> WHAT THE TASK REQUIRES:
Repeat exactly, and only, the lines of the entries below from the one with "thumb cmc: (708, 794)" through the one with "ring dip: (668, 685)", both ends included.

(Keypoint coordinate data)
================================
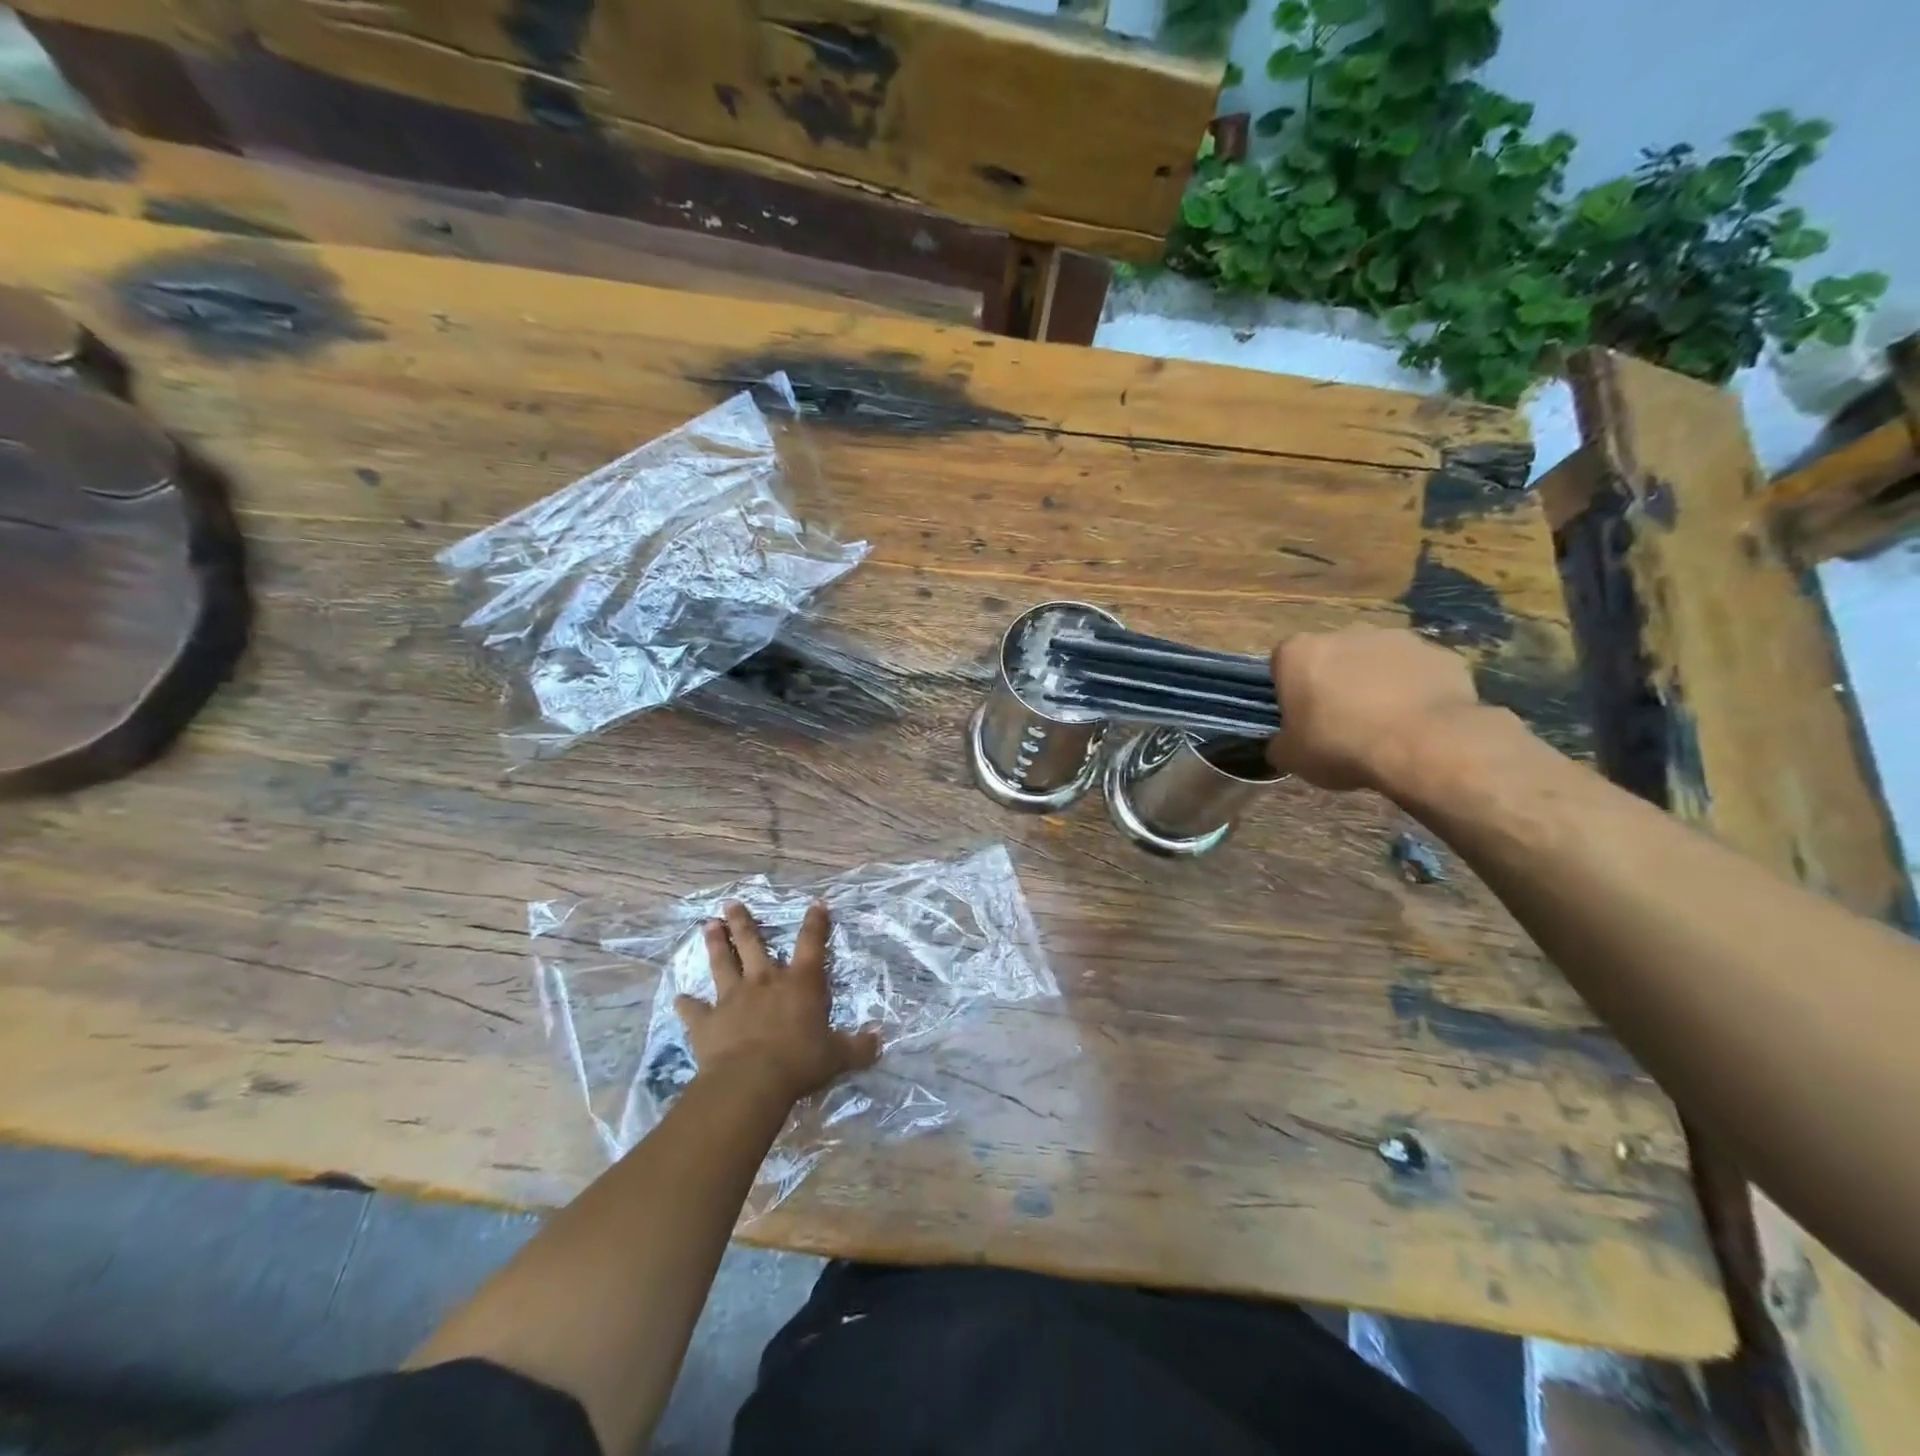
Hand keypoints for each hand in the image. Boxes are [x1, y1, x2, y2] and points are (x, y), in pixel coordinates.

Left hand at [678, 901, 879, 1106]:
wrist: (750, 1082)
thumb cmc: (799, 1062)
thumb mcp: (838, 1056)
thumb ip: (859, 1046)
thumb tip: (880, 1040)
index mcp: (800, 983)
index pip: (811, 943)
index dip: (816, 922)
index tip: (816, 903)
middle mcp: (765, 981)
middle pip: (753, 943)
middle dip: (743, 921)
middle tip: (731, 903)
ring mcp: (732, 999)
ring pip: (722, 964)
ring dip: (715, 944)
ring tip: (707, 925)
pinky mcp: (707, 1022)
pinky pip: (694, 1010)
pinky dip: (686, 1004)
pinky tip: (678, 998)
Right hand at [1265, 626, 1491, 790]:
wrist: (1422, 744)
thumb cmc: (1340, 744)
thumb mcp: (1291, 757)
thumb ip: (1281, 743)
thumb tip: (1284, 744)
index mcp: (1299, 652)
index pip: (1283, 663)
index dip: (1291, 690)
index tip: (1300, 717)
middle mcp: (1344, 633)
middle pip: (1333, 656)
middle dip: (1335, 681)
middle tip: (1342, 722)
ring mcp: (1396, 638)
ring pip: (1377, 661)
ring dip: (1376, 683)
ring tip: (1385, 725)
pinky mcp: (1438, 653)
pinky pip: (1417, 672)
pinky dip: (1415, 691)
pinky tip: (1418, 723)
================================
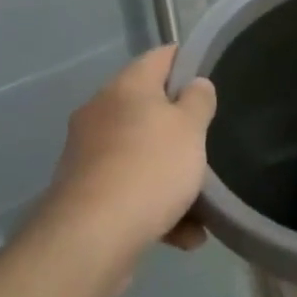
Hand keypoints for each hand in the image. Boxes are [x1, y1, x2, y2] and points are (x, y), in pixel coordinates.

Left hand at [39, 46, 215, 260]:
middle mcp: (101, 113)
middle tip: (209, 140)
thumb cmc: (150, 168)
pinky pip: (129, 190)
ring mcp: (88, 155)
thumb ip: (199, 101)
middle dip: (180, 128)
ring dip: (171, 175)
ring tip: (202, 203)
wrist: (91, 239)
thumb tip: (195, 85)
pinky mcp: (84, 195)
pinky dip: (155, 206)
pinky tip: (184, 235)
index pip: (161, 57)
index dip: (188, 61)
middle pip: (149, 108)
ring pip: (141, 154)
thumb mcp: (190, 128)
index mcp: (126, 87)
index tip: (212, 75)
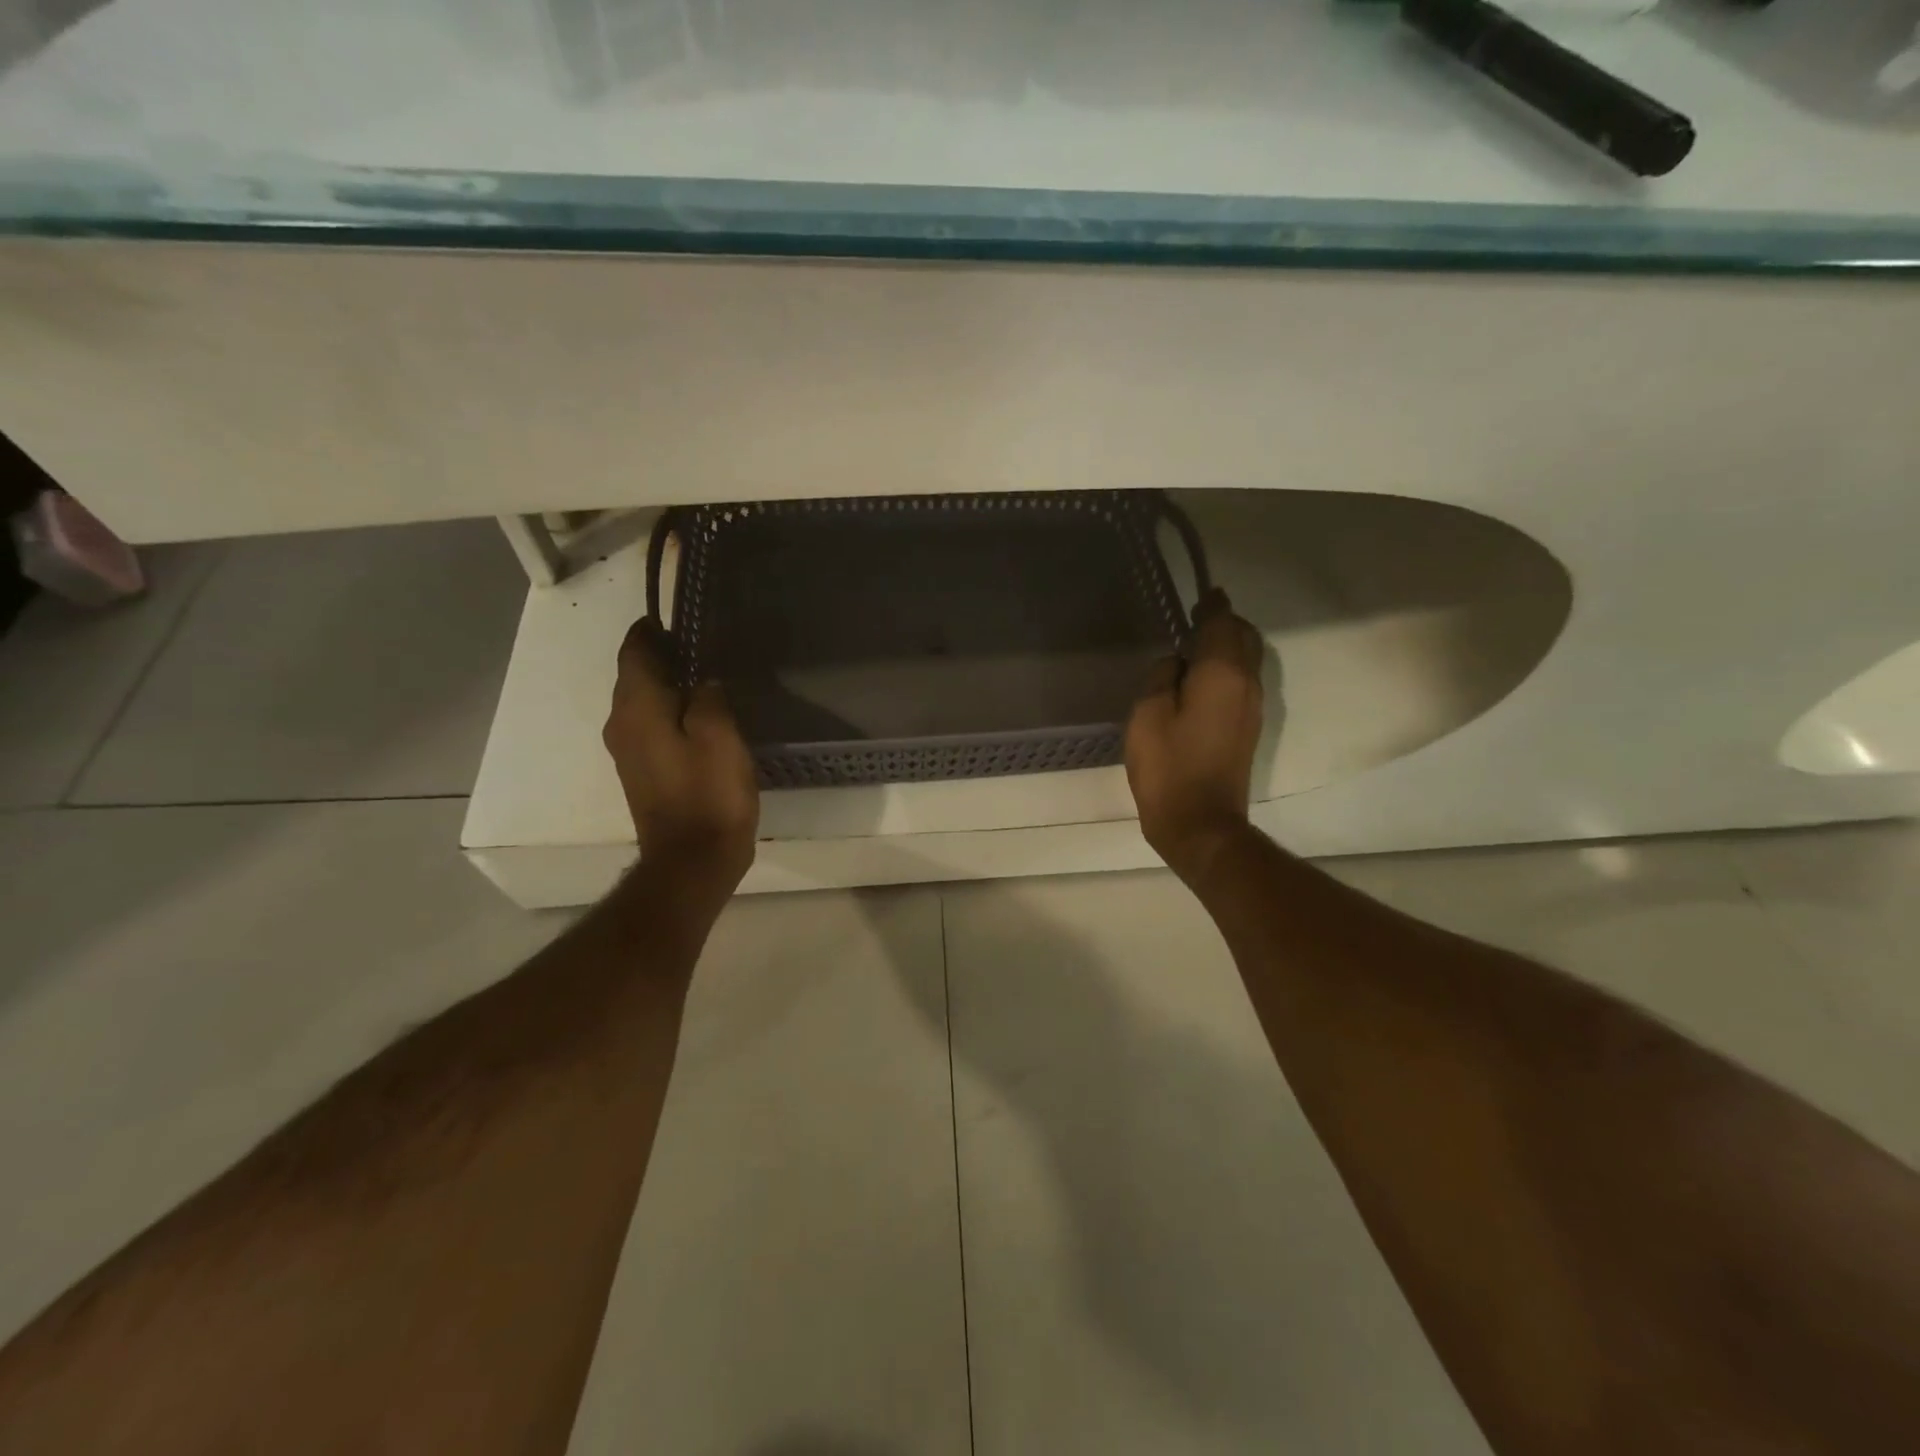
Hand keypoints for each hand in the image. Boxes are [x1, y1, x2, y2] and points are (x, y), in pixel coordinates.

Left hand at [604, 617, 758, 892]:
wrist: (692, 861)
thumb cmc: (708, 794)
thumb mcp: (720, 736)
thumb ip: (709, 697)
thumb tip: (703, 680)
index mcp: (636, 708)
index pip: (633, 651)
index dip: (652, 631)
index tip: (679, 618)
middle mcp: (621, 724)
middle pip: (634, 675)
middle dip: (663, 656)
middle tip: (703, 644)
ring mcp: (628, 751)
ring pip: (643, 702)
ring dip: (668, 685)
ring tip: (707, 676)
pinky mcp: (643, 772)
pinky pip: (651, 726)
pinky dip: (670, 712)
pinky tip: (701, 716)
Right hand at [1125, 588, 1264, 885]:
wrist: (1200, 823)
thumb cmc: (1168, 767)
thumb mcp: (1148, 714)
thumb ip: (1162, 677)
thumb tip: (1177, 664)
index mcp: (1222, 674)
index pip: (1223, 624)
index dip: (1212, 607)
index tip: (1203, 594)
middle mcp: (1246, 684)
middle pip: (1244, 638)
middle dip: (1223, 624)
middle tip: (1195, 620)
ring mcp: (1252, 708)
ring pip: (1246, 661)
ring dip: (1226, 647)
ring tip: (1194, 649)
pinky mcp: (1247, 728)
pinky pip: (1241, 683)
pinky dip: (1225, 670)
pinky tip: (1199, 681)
================================
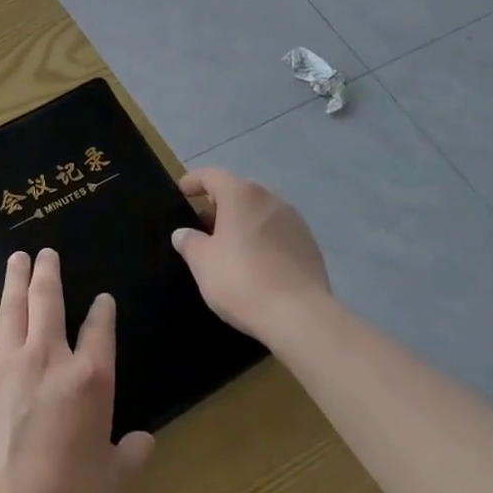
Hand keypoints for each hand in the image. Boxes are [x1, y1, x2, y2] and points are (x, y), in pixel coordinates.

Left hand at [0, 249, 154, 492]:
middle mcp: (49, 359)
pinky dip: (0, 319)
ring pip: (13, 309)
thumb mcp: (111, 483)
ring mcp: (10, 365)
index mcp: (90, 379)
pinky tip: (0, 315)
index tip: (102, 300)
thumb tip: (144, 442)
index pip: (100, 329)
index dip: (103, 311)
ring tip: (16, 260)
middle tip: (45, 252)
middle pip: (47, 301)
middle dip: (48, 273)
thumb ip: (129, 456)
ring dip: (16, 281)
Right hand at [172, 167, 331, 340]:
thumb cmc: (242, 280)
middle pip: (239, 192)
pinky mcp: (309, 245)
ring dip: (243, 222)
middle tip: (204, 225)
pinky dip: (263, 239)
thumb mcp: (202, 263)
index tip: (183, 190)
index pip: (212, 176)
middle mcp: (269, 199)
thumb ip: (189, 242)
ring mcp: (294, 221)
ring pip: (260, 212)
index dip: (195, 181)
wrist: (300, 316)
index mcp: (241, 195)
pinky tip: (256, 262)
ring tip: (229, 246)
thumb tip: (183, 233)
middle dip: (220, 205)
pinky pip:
================================
> ANSWER AREA:
thumb cmc: (708, 794)
thumb mcp: (720, 736)
thumb ip: (709, 697)
thumb tip: (703, 680)
index mcp: (636, 708)
index pip: (633, 651)
index dip: (652, 631)
index tip: (679, 618)
middle mcp: (621, 724)
middle pip: (634, 675)
middle dip: (663, 656)
middle tip: (703, 644)
ring mcp: (628, 751)
ring pip: (643, 702)
ring dip: (668, 685)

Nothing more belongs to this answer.